La intérprete, que alcanzó la categoría de deidad menor con El padrino, obtuvo un Oscar por Annie Hall -pieza que el gran sacerdote Woody Allen escribió inspirado en sus divinas neurosis- y acumuló dos Globos de Oro y un Bafta en su arsenal de trofeos. Su filmografía, que incluye títulos como Rojos, La habitación de Marvin y El club de las primeras esposas, representa un catálogo de herejías contra el establishment cinematográfico.
Pero su crimen capital fue mucho más grave: Keaton se atrevió a desdeñar los estilismos principescos que la industria exige a sus diosas y optó por el sacrilegio de los pantalones, sombreros hongos, chalecos y corbatas. Creó su propia liturgia vestimentaria, que no era sino el envoltorio de una forma radicalmente heterodoxa de entender la existencia y el arte dramático. En su impertinencia, llegó incluso a declararse “anticirugía estética” en un reino donde la eterna juventud es el dogma fundamental.
Su peregrinación inició en los años setenta, cuando interpretó a Kay Adams en El padrino. Hija de un ingeniero civil y de un ama de casa frustrada -“probablemente viví la carrera que mi madre ansió en secreto”, confesó con insoportable lucidez-, Diane Hall huyó a Nueva York tras estudiar Interpretación y adoptó el apellido de soltera de su madre como acto de desafío genealógico.
Su calvario comenzó en Broadway, en el montaje original del musical Hair, donde el director le exigió adelgazar, conduciéndola a la bulimia. “Por eso no disfruté de Broadway”, declararía décadas después, en un acto de sinceridad punible en la tierra de las sonrisas forzadas.
Su colaboración con Woody Allen constituye uno de los matrimonios blasfemos más fructíferos del cine. “Hay gente que ilumina una sala, ella ilumina todo un bulevar”, escribió el cineasta, aunque también definió sus estilismos con demoledora ironía: “Es como si su personal shopper fuera Buñuel”. Keaton, por su parte, apuntó en sus memorias: “Woody se acostumbró a mí, no pudo evitarlo: le encantaban las neuróticas”.
Su consagración como Kay Corleone en El padrino llegó tras superar el escrutinio de los productores, preocupados porque Keaton midiera más que Al Pacino. La pareja mantuvo una relación intermitente durante casi dos décadas, que la actriz resumió con cruel precisión: “Al nunca fue mío.
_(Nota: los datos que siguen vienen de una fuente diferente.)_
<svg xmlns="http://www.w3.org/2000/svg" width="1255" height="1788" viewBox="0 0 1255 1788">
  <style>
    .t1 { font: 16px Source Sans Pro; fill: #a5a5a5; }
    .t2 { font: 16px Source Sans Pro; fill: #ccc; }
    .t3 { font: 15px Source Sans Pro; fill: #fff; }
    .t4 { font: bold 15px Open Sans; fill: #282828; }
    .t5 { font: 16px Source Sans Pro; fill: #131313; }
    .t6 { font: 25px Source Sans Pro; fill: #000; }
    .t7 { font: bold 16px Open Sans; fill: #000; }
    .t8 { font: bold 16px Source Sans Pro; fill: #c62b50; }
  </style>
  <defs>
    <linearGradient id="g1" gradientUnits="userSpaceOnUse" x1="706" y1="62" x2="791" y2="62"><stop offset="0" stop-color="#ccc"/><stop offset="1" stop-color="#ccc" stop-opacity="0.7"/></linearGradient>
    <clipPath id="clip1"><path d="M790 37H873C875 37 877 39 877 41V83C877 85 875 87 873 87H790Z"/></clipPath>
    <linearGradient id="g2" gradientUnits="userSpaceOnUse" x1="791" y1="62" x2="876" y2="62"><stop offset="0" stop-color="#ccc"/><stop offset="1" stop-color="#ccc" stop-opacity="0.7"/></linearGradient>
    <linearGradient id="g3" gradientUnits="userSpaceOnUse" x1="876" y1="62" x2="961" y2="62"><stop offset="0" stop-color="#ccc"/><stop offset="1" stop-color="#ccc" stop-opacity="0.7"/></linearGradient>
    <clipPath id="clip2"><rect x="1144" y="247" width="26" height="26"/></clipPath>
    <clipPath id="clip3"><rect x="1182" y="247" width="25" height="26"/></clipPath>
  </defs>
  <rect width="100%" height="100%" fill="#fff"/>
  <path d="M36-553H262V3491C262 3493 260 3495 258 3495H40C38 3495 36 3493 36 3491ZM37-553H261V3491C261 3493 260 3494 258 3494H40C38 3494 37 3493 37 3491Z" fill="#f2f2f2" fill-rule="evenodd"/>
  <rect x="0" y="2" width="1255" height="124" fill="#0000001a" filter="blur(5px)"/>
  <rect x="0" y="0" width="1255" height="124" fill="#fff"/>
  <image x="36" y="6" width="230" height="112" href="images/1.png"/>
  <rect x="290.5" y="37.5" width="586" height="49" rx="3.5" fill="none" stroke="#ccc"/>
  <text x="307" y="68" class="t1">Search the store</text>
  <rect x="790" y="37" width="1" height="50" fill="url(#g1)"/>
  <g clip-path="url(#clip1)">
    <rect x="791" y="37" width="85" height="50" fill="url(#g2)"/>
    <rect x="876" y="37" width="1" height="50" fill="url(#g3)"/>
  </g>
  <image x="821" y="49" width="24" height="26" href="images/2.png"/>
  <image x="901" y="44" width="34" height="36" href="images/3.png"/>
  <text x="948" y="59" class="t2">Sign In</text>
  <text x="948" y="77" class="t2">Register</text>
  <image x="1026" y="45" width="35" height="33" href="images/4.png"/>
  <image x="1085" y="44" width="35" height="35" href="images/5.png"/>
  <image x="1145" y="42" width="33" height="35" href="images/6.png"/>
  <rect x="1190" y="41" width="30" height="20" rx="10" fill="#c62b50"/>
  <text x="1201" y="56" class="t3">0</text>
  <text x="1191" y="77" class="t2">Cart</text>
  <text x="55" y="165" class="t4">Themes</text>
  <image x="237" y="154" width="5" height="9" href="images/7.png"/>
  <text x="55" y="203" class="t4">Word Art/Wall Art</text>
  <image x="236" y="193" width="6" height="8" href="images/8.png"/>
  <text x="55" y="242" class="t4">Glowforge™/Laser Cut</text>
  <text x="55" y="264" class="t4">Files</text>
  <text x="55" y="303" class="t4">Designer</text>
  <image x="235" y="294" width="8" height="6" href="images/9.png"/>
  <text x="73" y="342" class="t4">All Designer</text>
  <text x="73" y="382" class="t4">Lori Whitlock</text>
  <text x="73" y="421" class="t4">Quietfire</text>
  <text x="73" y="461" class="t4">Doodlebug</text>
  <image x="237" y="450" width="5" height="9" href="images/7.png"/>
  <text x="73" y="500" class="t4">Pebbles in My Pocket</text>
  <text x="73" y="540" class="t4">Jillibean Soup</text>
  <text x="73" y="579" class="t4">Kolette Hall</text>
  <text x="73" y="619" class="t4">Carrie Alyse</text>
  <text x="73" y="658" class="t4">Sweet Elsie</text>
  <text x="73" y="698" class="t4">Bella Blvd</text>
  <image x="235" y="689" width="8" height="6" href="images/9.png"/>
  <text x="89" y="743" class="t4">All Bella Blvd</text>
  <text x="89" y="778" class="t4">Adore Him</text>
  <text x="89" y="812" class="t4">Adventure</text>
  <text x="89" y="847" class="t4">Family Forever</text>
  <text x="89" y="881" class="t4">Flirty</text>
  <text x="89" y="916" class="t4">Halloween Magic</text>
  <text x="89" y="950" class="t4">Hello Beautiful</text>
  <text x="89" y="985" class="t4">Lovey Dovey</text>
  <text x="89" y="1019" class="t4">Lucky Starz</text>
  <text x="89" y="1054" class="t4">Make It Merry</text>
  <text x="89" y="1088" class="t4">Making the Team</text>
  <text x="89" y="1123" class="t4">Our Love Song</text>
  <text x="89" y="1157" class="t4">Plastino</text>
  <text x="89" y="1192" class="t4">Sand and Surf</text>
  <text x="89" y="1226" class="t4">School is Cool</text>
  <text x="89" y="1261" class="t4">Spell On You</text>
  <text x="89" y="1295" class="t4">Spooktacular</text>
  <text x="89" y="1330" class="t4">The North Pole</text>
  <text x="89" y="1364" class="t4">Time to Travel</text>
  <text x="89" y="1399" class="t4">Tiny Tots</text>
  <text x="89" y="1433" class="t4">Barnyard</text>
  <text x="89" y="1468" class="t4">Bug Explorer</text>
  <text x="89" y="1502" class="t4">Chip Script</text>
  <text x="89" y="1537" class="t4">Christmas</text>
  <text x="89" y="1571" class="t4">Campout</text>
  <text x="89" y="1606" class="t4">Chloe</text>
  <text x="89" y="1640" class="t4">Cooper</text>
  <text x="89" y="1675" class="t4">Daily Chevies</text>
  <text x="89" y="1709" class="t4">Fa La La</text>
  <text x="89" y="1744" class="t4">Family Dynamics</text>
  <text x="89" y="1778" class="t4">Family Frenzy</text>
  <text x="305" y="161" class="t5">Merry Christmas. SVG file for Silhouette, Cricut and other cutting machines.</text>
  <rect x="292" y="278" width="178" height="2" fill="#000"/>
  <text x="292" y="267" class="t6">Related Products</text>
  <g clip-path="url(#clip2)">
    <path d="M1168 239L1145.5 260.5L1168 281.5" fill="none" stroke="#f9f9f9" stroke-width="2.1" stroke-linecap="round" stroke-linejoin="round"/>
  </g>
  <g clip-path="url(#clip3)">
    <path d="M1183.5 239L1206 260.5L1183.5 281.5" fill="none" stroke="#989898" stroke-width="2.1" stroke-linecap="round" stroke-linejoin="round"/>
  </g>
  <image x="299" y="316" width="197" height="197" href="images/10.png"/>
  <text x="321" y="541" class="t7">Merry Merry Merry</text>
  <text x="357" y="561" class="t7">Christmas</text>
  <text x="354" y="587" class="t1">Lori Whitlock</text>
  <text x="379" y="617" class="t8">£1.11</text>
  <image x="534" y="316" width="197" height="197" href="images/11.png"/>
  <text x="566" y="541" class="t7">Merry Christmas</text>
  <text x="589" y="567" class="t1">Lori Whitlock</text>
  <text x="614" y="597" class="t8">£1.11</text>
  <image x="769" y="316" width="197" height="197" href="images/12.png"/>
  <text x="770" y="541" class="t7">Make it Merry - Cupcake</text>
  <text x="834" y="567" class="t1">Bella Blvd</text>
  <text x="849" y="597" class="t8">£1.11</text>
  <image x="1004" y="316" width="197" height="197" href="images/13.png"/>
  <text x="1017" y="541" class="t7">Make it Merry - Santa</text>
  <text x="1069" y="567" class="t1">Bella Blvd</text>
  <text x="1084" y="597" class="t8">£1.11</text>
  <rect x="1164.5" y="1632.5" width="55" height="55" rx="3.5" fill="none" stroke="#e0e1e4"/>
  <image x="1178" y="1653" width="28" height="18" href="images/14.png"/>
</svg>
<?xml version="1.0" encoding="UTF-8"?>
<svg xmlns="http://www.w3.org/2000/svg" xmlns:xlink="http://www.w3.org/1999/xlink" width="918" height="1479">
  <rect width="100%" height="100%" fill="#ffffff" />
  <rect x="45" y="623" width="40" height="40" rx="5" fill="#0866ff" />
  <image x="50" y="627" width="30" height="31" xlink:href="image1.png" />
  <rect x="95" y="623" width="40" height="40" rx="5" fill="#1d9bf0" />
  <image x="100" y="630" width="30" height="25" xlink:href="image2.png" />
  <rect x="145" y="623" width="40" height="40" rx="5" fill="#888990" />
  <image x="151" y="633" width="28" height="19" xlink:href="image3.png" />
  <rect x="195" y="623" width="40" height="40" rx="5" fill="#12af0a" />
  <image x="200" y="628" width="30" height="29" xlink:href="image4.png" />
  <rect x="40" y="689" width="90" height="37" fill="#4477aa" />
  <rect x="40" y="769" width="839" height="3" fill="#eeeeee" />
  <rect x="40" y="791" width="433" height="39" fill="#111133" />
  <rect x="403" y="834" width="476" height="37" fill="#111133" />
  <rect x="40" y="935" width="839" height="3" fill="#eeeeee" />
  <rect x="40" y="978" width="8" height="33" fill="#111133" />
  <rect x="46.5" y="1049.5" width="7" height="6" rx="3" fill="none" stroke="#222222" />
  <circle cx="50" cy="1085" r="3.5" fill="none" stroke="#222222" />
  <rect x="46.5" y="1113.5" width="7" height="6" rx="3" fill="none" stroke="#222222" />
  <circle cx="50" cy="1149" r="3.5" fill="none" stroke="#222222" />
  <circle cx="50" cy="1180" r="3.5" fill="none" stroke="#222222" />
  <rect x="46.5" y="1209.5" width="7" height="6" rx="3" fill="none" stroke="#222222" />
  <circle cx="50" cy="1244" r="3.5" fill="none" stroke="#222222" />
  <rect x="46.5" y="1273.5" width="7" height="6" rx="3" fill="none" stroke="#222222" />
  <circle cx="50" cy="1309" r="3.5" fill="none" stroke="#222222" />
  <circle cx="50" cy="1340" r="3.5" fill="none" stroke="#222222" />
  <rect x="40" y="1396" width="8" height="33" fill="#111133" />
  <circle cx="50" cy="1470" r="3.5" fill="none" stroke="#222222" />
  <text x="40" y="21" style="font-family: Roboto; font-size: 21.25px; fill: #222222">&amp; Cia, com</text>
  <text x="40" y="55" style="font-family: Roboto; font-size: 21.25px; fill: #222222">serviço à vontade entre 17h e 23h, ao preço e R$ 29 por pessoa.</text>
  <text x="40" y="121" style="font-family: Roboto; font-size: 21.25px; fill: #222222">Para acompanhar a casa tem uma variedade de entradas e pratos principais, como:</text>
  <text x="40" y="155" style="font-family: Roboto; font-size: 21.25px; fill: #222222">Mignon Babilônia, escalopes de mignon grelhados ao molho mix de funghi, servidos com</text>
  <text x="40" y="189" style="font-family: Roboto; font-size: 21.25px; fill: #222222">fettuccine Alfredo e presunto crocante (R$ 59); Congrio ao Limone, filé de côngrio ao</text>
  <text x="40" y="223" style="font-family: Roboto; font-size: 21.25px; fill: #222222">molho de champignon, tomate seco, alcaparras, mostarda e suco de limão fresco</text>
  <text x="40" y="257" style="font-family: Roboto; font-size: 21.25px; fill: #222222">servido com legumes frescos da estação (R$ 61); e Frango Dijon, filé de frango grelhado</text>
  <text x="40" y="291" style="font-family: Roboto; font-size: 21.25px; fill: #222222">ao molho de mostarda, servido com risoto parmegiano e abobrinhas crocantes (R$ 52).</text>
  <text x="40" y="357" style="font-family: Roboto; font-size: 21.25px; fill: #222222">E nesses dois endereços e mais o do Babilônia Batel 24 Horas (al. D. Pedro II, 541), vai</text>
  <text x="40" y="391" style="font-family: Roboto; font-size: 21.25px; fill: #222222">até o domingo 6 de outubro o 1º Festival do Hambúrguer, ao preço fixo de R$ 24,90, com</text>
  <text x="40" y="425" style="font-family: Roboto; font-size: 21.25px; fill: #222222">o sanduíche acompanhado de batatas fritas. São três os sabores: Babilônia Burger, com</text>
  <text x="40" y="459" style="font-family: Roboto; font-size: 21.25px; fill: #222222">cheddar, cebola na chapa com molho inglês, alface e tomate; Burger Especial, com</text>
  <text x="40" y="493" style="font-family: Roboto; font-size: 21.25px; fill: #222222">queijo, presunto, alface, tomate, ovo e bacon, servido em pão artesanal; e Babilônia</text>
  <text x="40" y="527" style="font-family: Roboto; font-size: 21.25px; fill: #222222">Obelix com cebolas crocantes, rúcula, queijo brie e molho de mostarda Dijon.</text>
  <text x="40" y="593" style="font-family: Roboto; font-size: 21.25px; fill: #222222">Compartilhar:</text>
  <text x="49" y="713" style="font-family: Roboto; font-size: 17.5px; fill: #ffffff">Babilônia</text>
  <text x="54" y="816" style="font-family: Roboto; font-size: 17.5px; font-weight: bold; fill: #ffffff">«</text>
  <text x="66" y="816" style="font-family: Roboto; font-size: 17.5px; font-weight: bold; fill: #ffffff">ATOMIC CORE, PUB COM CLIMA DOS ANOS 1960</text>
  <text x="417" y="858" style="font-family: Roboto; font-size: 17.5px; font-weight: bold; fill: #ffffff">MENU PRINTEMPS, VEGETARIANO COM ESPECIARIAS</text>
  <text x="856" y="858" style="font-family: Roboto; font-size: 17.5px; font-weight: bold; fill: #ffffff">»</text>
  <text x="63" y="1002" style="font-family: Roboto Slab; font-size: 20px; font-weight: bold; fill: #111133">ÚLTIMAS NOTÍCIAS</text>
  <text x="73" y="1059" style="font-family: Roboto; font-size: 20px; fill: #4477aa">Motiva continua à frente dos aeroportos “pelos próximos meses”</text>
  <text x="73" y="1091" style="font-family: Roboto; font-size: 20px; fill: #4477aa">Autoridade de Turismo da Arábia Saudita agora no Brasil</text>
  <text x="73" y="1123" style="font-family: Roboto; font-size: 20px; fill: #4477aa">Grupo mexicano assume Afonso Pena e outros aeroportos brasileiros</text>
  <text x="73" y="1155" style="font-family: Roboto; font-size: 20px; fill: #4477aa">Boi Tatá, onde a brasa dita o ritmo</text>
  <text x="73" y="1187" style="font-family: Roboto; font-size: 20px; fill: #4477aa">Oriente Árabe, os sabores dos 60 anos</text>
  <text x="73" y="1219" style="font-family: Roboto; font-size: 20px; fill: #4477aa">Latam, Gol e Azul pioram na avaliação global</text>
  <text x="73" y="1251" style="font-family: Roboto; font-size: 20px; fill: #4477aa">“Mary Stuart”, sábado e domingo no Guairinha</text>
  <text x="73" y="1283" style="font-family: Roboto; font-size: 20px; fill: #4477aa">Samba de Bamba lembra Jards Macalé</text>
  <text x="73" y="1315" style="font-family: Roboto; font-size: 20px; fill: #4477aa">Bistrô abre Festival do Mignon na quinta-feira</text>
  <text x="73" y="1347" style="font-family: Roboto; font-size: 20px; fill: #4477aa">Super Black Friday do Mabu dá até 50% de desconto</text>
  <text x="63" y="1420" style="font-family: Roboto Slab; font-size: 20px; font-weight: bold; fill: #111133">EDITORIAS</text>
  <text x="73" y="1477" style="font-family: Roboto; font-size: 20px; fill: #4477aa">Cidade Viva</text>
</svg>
Pasé veinte años perdiendo a un hombre que nunca tuve”.
Es la mirada de Kay la que, desolada, refleja el alma del público cuando al final de la primera película se cierra la puerta del despacho de Michael. En ese instante, el que parecía un hombre bueno navegando por un mar de dudas morales se transforma en el nuevo don de la familia Corleone -una alegoría perfecta de cómo el poder corrompe incluso las almas más nobles.
Hasta mediados de los setenta, Keaton albergó dudas sobre su valía interpretativa. “No soy Meryl Streep”, soltaba en los rodajes. Ni falta que hacía: en un mundo de dioses falsos, ella era una de las pocas santas auténticas.